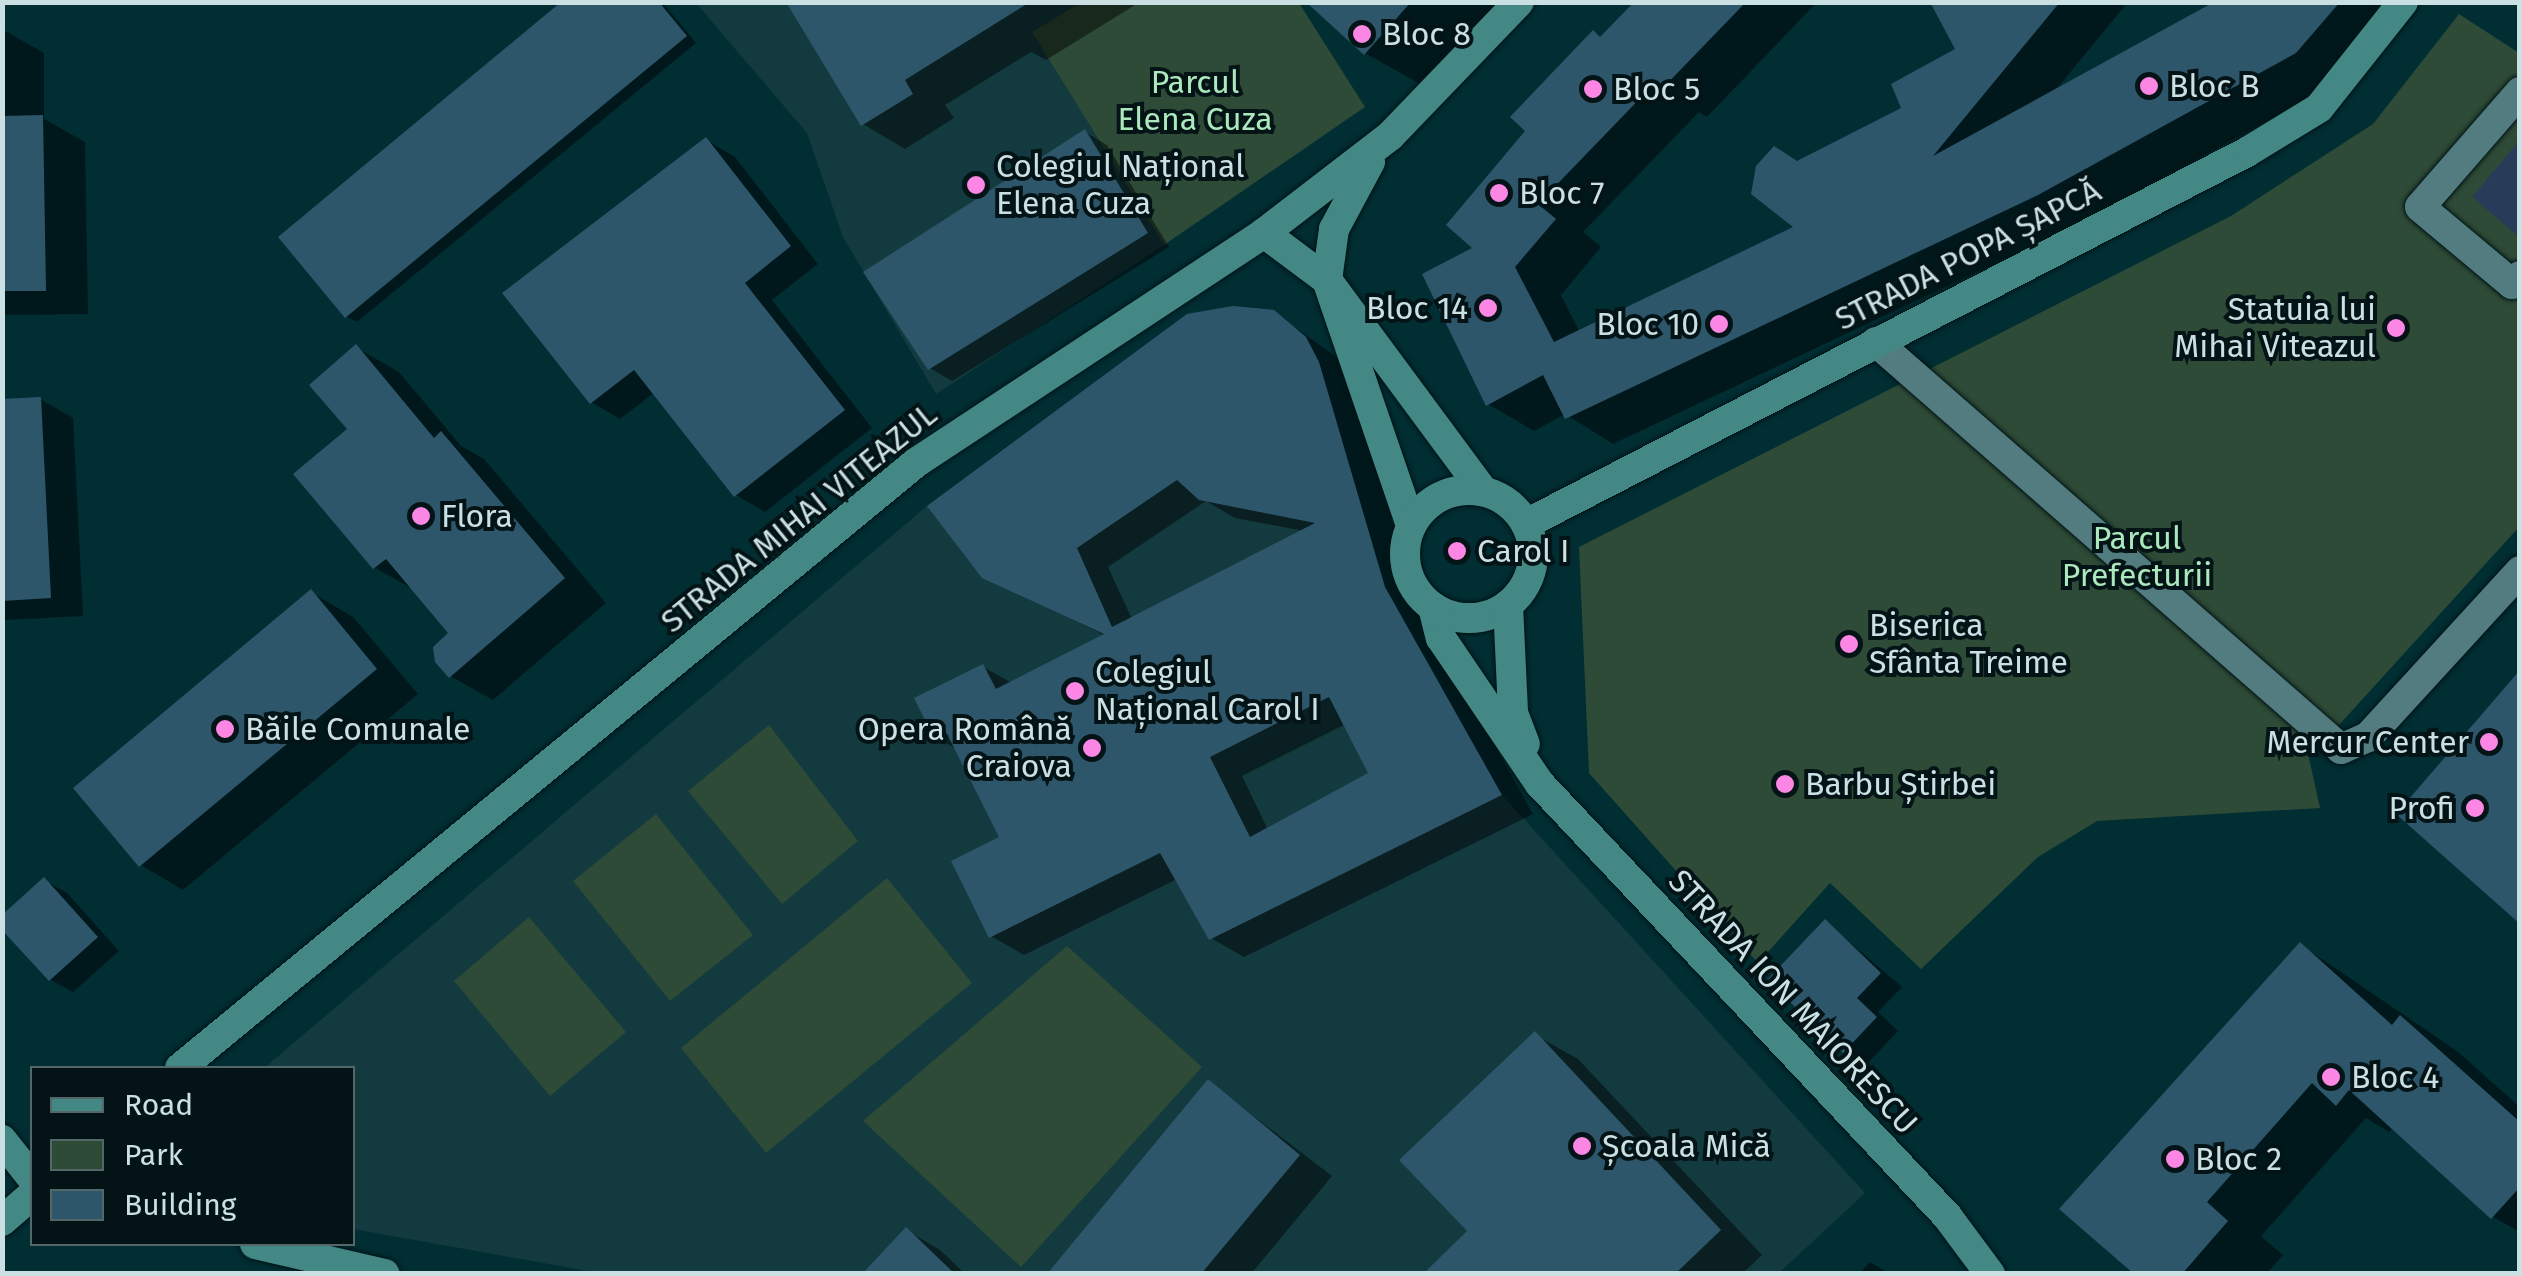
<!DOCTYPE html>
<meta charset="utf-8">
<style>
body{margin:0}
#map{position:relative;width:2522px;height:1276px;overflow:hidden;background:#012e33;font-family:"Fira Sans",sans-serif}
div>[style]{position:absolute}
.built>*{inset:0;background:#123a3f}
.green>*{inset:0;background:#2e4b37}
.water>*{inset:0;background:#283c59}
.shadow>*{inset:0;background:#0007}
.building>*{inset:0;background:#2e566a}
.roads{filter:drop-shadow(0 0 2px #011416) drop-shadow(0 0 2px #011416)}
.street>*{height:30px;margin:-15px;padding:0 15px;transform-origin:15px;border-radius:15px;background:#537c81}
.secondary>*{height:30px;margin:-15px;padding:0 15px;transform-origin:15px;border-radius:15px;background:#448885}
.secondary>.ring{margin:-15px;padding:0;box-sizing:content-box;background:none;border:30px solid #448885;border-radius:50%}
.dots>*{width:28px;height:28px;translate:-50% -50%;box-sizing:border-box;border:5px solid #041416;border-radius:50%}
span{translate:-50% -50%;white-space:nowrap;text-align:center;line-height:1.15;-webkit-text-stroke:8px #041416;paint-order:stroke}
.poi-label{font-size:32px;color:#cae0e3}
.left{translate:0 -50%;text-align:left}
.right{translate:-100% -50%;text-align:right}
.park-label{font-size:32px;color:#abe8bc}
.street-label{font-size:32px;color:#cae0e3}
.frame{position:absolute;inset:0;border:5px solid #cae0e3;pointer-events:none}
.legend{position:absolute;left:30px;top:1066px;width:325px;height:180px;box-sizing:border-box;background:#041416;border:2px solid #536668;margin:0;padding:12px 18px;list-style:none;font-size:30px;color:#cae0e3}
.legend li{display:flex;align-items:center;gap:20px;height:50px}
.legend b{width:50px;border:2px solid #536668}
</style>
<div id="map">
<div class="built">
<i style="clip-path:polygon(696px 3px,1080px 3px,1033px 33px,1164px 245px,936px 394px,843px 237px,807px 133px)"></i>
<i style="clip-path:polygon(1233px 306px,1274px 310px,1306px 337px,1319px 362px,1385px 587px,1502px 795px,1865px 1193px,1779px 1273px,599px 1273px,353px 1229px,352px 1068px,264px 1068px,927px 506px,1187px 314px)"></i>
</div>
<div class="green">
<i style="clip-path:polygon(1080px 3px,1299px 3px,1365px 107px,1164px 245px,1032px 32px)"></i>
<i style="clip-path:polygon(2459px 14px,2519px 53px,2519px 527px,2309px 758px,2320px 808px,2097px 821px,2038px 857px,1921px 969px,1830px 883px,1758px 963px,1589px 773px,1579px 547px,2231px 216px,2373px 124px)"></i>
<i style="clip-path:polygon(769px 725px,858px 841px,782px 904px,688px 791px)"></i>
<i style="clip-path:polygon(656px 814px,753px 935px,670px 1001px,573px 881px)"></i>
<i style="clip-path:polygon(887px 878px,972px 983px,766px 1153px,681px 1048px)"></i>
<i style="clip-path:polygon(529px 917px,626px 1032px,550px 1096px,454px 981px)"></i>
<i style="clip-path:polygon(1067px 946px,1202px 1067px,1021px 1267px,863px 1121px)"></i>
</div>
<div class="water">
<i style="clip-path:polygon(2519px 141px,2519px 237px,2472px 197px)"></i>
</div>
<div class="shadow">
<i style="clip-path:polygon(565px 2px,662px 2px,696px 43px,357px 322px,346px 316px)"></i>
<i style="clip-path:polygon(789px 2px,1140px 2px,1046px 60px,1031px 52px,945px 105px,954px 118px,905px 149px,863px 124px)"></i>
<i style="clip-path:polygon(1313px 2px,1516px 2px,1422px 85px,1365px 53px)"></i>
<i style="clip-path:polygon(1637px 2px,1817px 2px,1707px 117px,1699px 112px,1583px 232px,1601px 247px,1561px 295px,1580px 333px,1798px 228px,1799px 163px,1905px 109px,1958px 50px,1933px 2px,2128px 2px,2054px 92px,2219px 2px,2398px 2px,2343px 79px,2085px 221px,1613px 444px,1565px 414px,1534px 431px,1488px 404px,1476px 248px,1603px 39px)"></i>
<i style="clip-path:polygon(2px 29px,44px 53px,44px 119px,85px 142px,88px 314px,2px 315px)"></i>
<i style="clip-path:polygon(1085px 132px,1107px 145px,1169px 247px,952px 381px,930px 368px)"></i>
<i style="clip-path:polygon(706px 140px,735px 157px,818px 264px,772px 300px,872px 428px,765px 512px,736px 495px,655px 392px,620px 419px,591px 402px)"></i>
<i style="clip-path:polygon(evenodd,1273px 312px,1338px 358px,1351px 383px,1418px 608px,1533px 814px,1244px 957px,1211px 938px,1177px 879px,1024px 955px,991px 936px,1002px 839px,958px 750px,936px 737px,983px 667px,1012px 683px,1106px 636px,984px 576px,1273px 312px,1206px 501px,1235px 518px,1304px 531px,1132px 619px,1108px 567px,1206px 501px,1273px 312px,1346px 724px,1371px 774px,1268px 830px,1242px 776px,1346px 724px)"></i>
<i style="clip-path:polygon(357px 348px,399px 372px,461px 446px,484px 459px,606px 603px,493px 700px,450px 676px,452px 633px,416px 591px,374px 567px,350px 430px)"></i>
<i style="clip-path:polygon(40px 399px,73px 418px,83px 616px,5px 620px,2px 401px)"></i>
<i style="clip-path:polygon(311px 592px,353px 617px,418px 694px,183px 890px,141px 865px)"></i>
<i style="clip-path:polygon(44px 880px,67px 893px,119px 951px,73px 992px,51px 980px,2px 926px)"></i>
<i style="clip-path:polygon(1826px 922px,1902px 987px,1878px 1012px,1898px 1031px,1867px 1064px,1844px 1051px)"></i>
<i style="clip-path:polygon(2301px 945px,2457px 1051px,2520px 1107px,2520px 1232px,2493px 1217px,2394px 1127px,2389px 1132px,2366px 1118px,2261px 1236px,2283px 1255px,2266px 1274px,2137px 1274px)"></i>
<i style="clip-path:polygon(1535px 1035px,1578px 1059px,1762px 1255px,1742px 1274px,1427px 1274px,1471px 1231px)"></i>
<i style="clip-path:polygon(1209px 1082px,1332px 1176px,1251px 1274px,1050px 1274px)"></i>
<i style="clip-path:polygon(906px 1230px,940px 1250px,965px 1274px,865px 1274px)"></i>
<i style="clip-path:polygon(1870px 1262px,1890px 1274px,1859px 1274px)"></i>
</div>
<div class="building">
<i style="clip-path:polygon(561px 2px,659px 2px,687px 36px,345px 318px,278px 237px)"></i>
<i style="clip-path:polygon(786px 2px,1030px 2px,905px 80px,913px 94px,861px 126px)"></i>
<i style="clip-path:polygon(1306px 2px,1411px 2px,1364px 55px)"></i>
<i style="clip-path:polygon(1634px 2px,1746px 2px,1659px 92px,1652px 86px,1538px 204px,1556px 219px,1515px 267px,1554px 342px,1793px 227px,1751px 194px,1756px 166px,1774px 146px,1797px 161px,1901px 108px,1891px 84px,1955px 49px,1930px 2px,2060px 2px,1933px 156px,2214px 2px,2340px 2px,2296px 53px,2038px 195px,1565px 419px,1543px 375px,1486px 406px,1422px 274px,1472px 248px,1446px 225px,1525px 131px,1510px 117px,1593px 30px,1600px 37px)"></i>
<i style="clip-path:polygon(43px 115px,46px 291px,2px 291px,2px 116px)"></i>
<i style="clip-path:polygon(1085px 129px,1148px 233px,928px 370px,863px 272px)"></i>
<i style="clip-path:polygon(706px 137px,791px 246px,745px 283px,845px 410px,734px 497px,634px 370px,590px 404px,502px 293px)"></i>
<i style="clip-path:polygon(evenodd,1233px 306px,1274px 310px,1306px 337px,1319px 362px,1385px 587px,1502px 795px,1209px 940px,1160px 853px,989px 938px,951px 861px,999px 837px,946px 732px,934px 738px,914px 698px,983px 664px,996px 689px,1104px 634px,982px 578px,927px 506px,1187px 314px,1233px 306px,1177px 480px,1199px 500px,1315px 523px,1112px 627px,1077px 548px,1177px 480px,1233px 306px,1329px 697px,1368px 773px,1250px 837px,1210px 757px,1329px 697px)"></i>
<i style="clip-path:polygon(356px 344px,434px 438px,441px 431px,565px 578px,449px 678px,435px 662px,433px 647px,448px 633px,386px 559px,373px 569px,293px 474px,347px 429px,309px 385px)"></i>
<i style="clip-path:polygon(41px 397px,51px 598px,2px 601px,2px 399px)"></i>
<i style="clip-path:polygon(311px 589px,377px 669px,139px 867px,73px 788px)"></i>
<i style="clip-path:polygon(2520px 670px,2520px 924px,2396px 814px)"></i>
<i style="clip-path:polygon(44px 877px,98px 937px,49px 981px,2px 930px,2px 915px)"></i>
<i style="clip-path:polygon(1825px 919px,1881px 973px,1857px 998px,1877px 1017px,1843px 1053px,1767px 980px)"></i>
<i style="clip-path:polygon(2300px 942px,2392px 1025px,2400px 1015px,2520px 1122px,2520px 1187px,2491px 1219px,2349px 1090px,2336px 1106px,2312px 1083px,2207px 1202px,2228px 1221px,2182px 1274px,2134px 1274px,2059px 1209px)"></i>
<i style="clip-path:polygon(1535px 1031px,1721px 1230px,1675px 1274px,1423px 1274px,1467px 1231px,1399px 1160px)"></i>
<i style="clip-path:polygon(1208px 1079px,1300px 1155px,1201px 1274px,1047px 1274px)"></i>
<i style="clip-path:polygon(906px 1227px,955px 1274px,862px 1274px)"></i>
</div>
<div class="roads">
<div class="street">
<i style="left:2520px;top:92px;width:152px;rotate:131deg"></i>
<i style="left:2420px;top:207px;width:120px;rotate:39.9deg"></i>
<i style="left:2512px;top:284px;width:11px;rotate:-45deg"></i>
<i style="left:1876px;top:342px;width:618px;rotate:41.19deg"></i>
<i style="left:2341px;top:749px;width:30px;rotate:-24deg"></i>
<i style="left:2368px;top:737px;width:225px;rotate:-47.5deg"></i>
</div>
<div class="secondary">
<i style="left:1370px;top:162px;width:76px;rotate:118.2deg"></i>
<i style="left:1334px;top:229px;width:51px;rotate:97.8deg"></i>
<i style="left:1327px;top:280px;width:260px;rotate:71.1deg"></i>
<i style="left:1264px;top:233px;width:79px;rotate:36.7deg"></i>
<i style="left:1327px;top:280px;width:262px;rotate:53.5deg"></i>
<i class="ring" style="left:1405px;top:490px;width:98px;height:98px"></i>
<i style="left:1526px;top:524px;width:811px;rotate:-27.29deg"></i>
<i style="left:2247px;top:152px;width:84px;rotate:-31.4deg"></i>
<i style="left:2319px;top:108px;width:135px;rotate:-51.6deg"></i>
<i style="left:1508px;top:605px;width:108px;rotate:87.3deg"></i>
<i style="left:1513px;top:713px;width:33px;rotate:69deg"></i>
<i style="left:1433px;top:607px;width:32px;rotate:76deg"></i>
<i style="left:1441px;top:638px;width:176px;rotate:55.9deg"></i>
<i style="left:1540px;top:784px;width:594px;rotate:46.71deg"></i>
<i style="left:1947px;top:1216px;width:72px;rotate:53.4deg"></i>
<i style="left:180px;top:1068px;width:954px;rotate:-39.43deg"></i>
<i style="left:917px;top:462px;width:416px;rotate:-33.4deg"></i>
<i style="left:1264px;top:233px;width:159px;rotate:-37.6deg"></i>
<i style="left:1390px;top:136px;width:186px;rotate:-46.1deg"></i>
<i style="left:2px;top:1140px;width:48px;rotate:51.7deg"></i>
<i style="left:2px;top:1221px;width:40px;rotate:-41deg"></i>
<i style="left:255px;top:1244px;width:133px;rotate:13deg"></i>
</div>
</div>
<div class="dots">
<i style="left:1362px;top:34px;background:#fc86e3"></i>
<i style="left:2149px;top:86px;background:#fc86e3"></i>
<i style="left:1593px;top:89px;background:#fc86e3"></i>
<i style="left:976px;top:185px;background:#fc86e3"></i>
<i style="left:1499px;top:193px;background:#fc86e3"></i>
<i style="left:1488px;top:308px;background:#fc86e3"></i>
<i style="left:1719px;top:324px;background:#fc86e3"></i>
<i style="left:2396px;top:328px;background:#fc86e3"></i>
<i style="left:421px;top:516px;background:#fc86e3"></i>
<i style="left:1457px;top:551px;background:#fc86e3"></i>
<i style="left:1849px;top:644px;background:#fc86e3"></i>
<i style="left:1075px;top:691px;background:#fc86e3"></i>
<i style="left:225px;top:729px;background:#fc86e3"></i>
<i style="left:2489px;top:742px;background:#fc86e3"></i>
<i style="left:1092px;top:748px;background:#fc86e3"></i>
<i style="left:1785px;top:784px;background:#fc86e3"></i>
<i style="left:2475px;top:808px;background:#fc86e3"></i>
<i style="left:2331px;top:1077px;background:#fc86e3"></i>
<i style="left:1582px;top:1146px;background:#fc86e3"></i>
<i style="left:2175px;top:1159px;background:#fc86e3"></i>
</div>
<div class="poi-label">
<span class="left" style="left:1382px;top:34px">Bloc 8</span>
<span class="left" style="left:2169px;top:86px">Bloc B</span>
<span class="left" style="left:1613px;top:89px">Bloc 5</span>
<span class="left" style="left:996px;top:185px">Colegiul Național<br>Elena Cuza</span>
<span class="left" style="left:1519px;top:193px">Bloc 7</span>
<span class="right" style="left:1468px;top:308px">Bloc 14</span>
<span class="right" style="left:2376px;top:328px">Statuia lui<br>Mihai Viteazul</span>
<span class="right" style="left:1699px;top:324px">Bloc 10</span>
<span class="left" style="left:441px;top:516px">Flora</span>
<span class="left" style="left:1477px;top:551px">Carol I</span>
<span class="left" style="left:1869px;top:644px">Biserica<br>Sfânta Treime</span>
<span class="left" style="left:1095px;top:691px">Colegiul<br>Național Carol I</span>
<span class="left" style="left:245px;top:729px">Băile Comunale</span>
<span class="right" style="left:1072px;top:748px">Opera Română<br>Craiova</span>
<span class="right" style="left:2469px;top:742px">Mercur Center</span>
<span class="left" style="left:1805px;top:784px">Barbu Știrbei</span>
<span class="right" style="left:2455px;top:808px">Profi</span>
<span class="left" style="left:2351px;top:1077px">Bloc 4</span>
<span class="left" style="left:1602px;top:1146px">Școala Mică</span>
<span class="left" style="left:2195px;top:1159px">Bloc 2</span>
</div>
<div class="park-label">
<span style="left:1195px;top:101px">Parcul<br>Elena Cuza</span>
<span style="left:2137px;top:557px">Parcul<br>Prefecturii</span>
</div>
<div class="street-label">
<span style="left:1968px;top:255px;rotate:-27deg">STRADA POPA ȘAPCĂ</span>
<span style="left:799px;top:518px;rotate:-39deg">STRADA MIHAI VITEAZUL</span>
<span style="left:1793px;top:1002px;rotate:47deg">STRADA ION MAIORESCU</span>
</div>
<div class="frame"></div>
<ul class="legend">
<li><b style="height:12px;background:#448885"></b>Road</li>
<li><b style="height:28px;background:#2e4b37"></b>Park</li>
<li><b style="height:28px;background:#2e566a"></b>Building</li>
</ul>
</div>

━━━━━━━━

• **WORK INSTRUCTIONS**: The required answer is an exact, picture-free copy of the lines from the opening of the listing above through the line with "2px #011416) drop-shadow(0".

• **SOLUTION**:
<!DOCTYPE html>
<meta charset="utf-8">
<style>
body{margin:0}
#map{position:relative;width:2522px;height:1276px;overflow:hidden;background:#012e33;font-family:"Fira Sans",sans-serif}
div>[style]{position:absolute}
.built>*{inset:0;background:#123a3f}
.green>*{inset:0;background:#2e4b37}
.water>*{inset:0;background:#283c59}
.shadow>*{inset:0;background:#0007}
.building>*{inset:0;background:#2e566a}
.roads{filter:drop-shadow(0 0 2px #011416) drop-shadow(0 0 2px #011416)}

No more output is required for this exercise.